La spettacolarità degli stessi: il terribile incidente voluto e provocato da Mike nella prima parte che fa il paio con il tesissimo inseguimento fra le due auto nella seconda sono i momenti clou dell’opera. Gran parte di quello che resta è dominato dai dialoghi insignificanti ed interlocutori fra i due gruppi di ragazze, il che costituisce pur sempre un classico di Quentin Tarantino, specialista in arte affabulatoria, ma in questo caso, a differenza delle opere precedenti, i dialoghi sono davvero inutili, volutamente riempitivi, anziché follemente illuminanti come risultano, in particolare, in Pulp Fiction e Le iene. Un’altra curiosità è che Tarantino in questa occasione mette in mostra in maniera ancora più lam-pante che in precedenza (si pensi a Bridget Fonda in Jackie Brown) il suo feticismo riguardo i piedi, sui quali addirittura effettua un primo piano nella scena d’avvio del film. Se non fosse che a seguito di Grindhouse Tarantino ha realizzato un altro capolavoro come Bastardi senza gloria si potrebbe pensare ad una sorta di involuzione, eppure questo film, forse ancora più degli altri, è l’espressione più evidente del suo rapporto particolare con il cinema, che è improntato ad una cura maniacale dal punto di vista realizzativo ma nel quale spesso l’estetica ed il perfezionismo delle scene supera i contenuti.

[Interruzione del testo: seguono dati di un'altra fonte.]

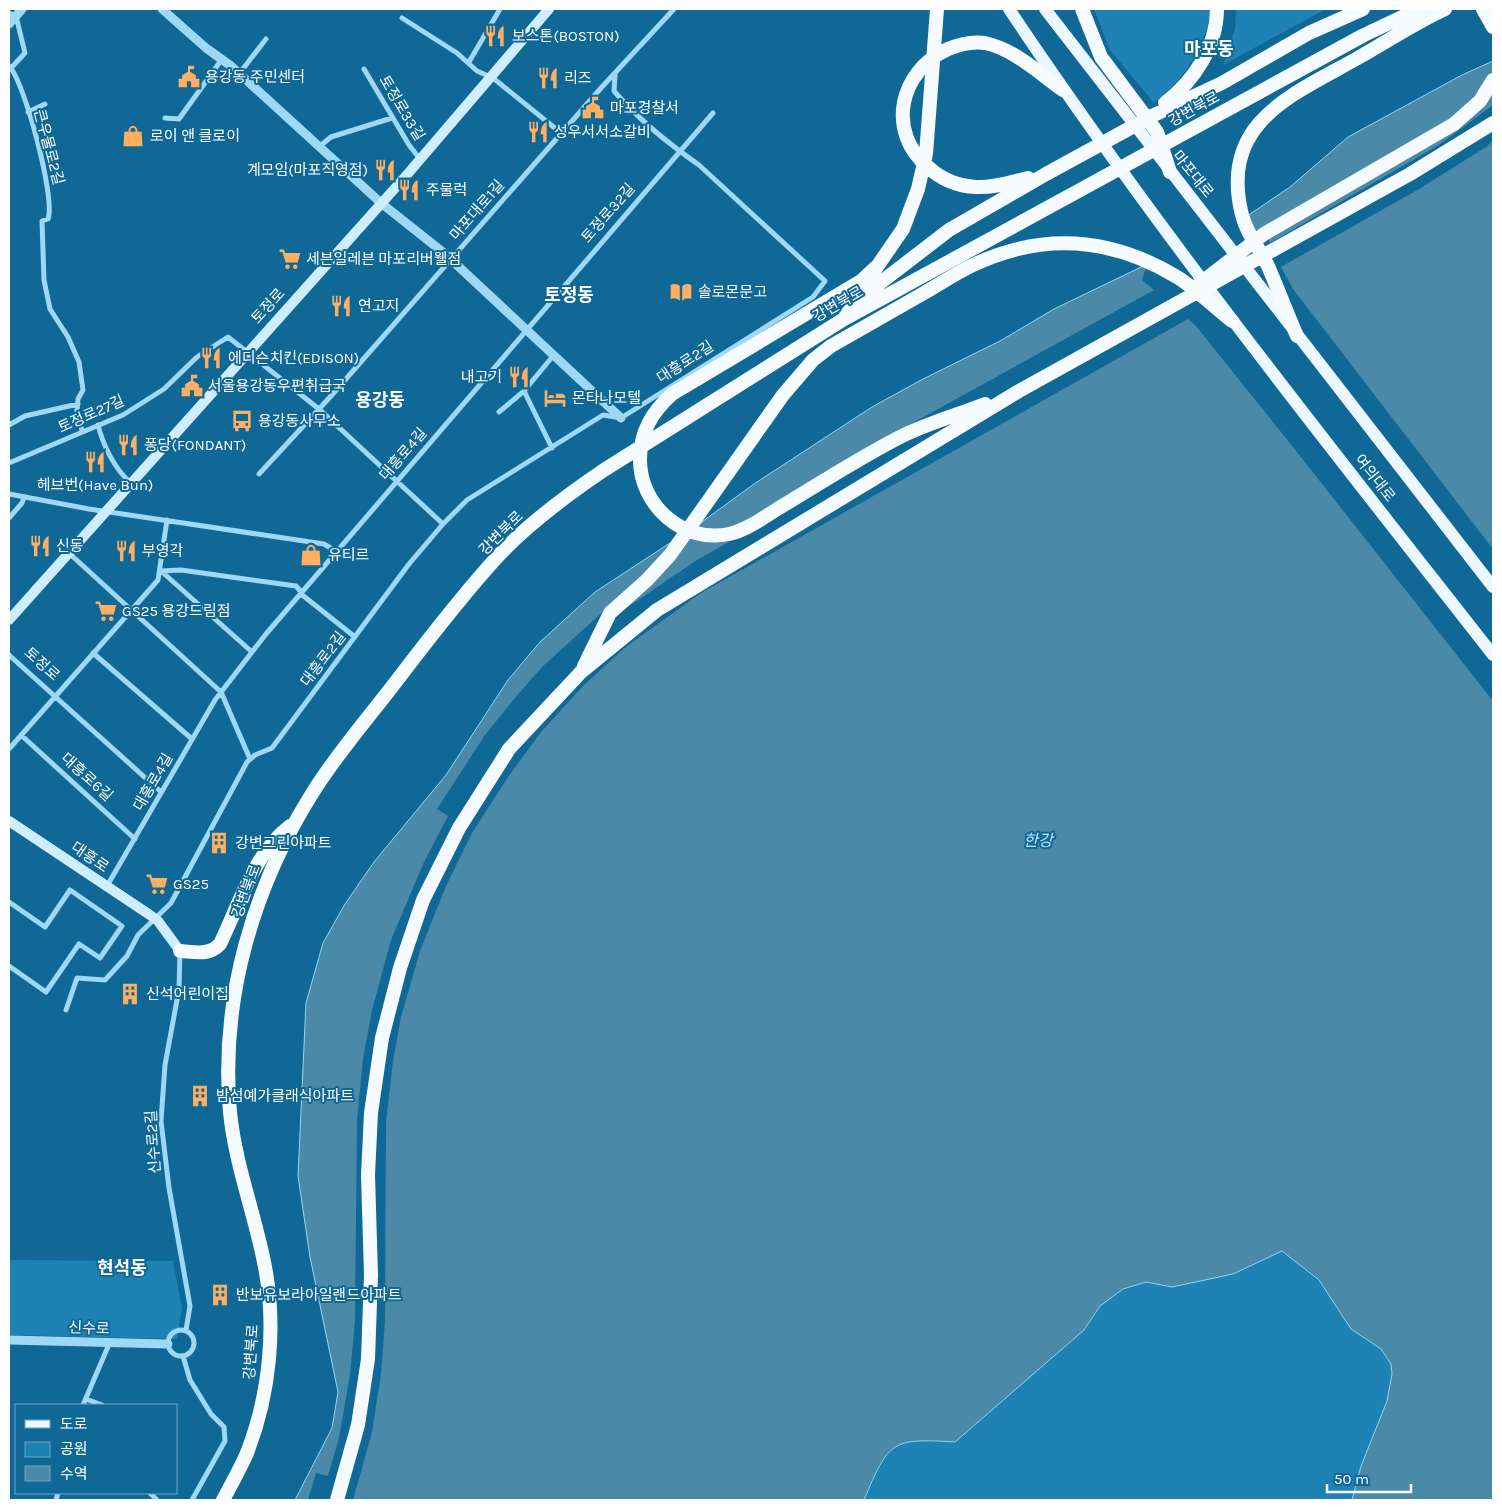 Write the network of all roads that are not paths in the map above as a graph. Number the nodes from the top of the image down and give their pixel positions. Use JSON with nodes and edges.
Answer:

Se questo è l’ultimo esempio di film d’exploitation ancora una volta il regista americano è riuscito a dare dignità artistica a qualcosa che altrimenti di suo sarebbe molto vicino alla nullità, se si esclude il fatto che nel significato della parola cult si tende infine a racchiudere pure tutto ciò che rappresenta, nel bene e nel male, un’epoca, uno stile, compreso ciò che in origine era ritenuto insignificante. Come sempre nei film di Tarantino la prova recitativa è indiscutibile da parte degli interpreti, da Kurt Russell che ha trovato in questa parte l’occasione per riproporsi dopo alcuni anni di quasi anonimato ad una serie di attrici giovani e brave, spesso parenti d’arte, come Sydney Tamiia Poitier che è figlia del più celebre Sidney, Jordan Ladd figlia della cantante e attrice Cheryl e Mary Elizabeth Winstead, cugina di Ava Gardner, mentre la seducente protagonista della lap dance Vanessa Ferlito ha partecipato in precedenza al serial TV ‘CSI: New York’. La musica non è mai secondaria nei film di Tarantino, ma seppure la colonna sonora è ricca di curiosità e brani che testimoniano l’epoca nella quale Grindhouse è calato, stavolta è più accompagnatoria e meno funzionale che in altri casi.

Ciò nonostante sono presenti numerosi brani di autori che appartengono al periodo d’oro di quei film di puro e semplice consumo, ma inseriti in questa occasione pure come omaggio ad opere e riferimenti cinematografici cari al regista americano: da Ennio Morricone a Pino Donaggio, a Dario Argento, per restare in casa nostra, con due brani tratti da Il Gatto a nove code e L’uccello dalle piume di cristallo ed i tanto cari polizieschi italiani di quegli anni, incluse le abituali autocitazioni riguardo le opere precedenti dello stesso Tarantino. Un’ultima nota: la sceneggiatura e la fotografia di Grindhouse – A prova di morte sono firmate dallo stesso Quentin Tarantino, come a ribadire il concetto di one man show.